Hatalı yapılan ödeme, memurun maaşından kesilemez
Askeri Yüksek İdare Mahkemesinin kararı
Askeri Yüksek İdare Mahkemesi, memura hatalı olarak yapılan ödemenin, memur maaşından kesilemeyeceğine karar verdi.
Yüksek mahkeme kararında, Danıştay'ın 1973 tarihli kararına atıfta bulunuldu ve söz konusu kararın bu tür durumlar için uygulanamayacağı değerlendirmesinde bulunuldu.
İŞTE AYİM KARARI
Karar Dairesi:AYİM.1.D.
Karar Tarihi:30.01.1990
Karar No: 89/563E.
Karar No: 90/31K.
ÖZETİ:Hatalı yapılan fazla ödeme ilgili açısından sebebsiz zenginleşme teşkil
edeceğinden, ancak idarenin adli yargı nezdinde açacağı bir alacak davası sonunda,
bu alacağını tahsil etmesi mümkün olup; özlük haklarından re'sen kesinti yapılamaz.

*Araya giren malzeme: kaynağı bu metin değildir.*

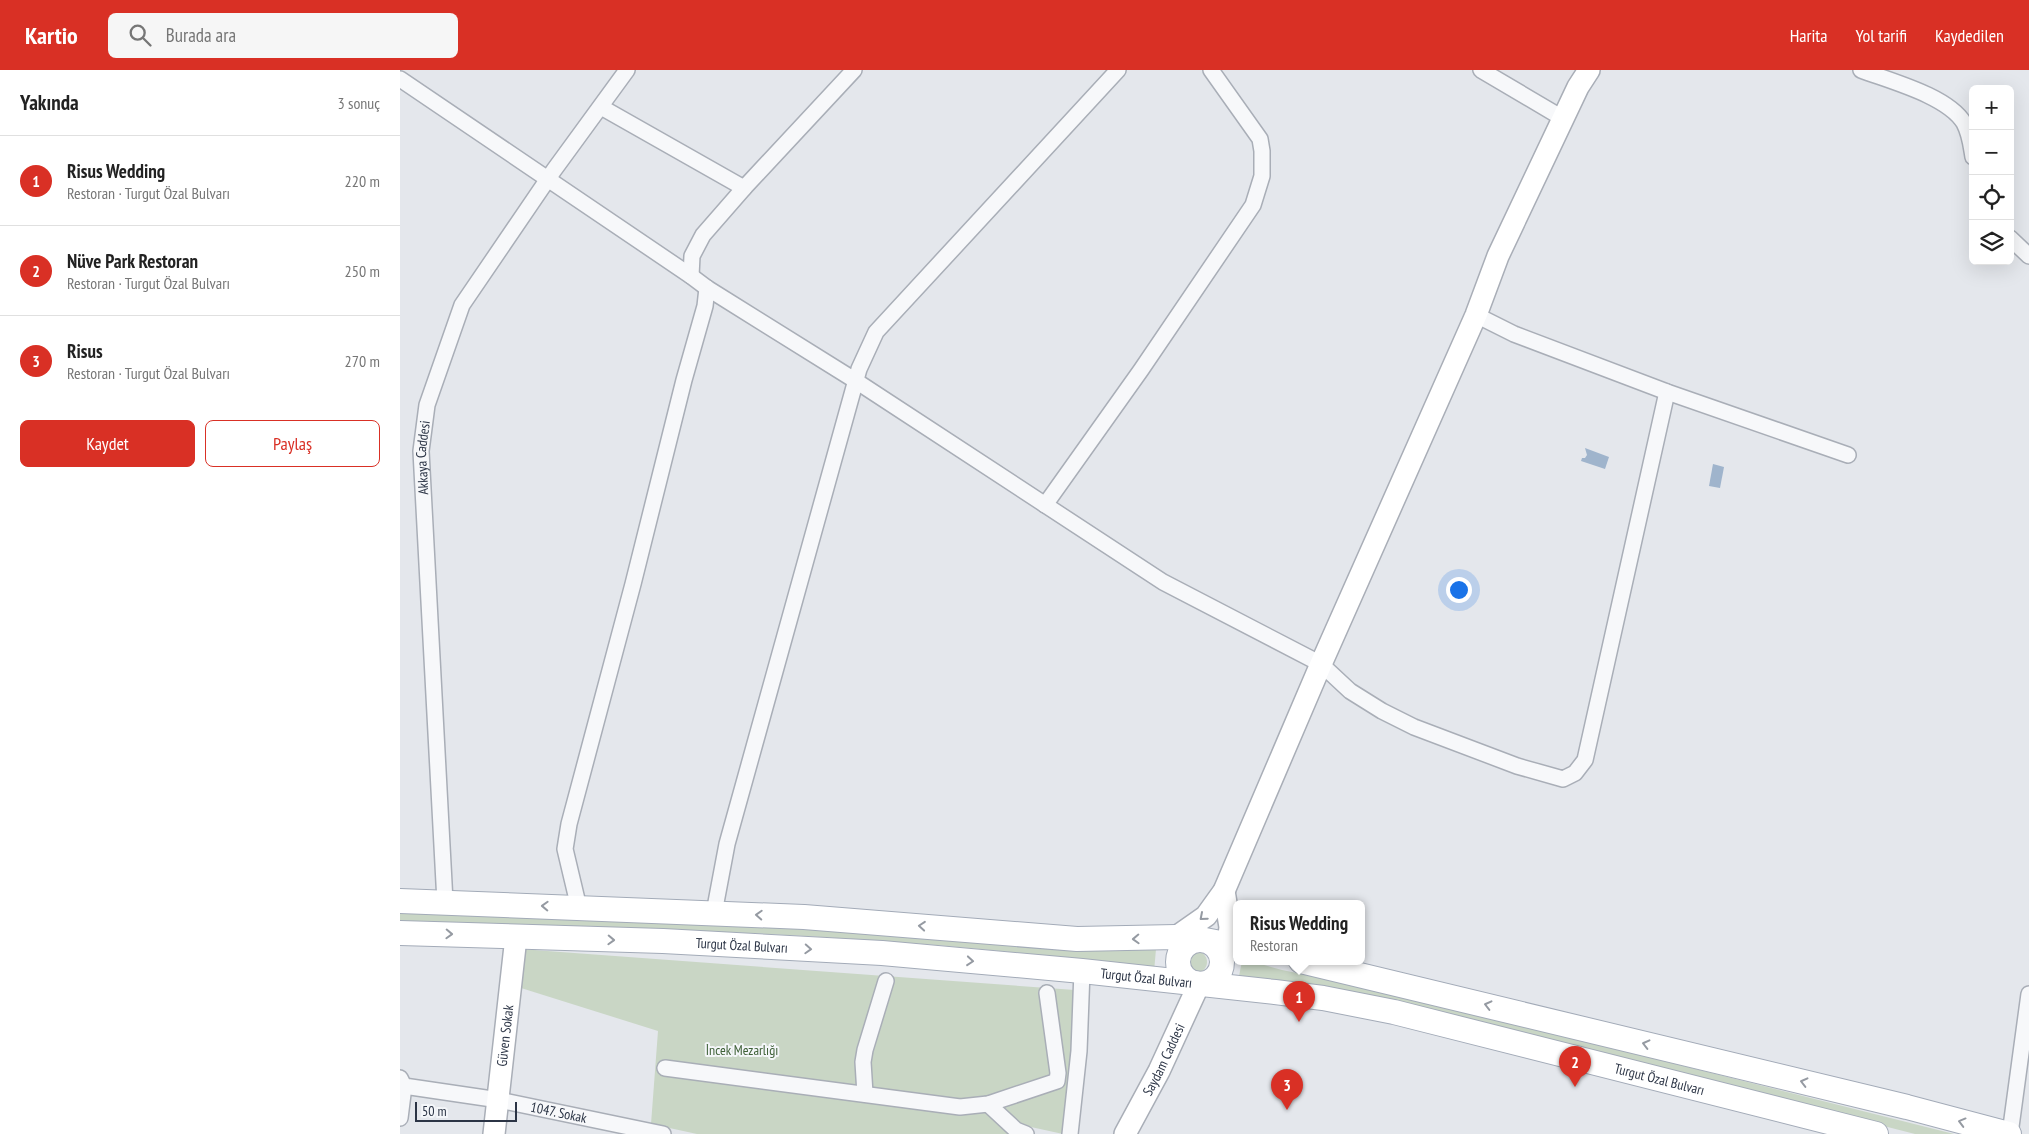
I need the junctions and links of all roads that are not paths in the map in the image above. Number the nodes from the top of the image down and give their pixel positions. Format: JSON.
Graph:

Foça Çıkarma Filo K.lığı Amf.Dz.P.A.K.lığında görevli iken, İzmir Uzunada Dz.K.lığına
atanan davacının, atanması dolayısıyla, harcırahını tahakkuk ettirmeyen Çıkarma
Filo K.lığının olumsuz işleminin iptali için AYİM'de dava açtığı, AYİM 1.Dairesince
5.4.1988 gün e 1988/128 K.sayılı kararla davacının atandığı Foçaİzmir arasında
düzenli servis araçlarının olmaması gerekçesiyle atanmanın aynı memuriyet mahalli
içinde mütalaa edilemeyeceği kanaatına varılarak iptal kararı verilmesi üzerine
davacıya 24.6.1988 tarihinde 71.500,T1. harcırah tahakkuk ettirilmesine rağmen,
dava dosyasındaki belgeler ve Foça Mal Müdürlüğü ve Foça Çıkarma Filosu K.lığı
yazılarından davacıya 29.9.1988 tarihinde 73.300,T1. tutarında harcırahın yanlışlıkla
ve eskisinden altı bin lira farkla ikinci defa ödendiği anlaşılmaktadır.
Davacı, bu farklı ödemenin İzmir Uzunada harcırahı olabileceğini düşündüğünü, kendisinin yol açtığı bir hata bulunmadığı gibi hilesin iride söz konusu olmadığını, ödemenin yapılmasından altı ay sonra ve Haziran 1989 tarihinde maaşından kesilmesi suretiyle anılan meblağın geri alınması yoluna gidilmesine rıza göstermemiş olduğu halde aylığından kesinti yapılamayacağım iddia etmektedir.
Yukarıda özetlenen uyuşmazlık konusunun karara bağlanabilmesi için iki sorunun ayrı ayrı çözümlenmesi gerekmektedir.
Bunlardan birinci sorun, davacıya ödenmiş olan ve mükerrer ödeme olduğu tartışmasız, bu nedenle davacının hakkı olmayan bir para niteliği taşıdığı kuşkusuz olan 77.300, Tl. sının davacıdan bir daha geri istenip istenemeyeceğidir.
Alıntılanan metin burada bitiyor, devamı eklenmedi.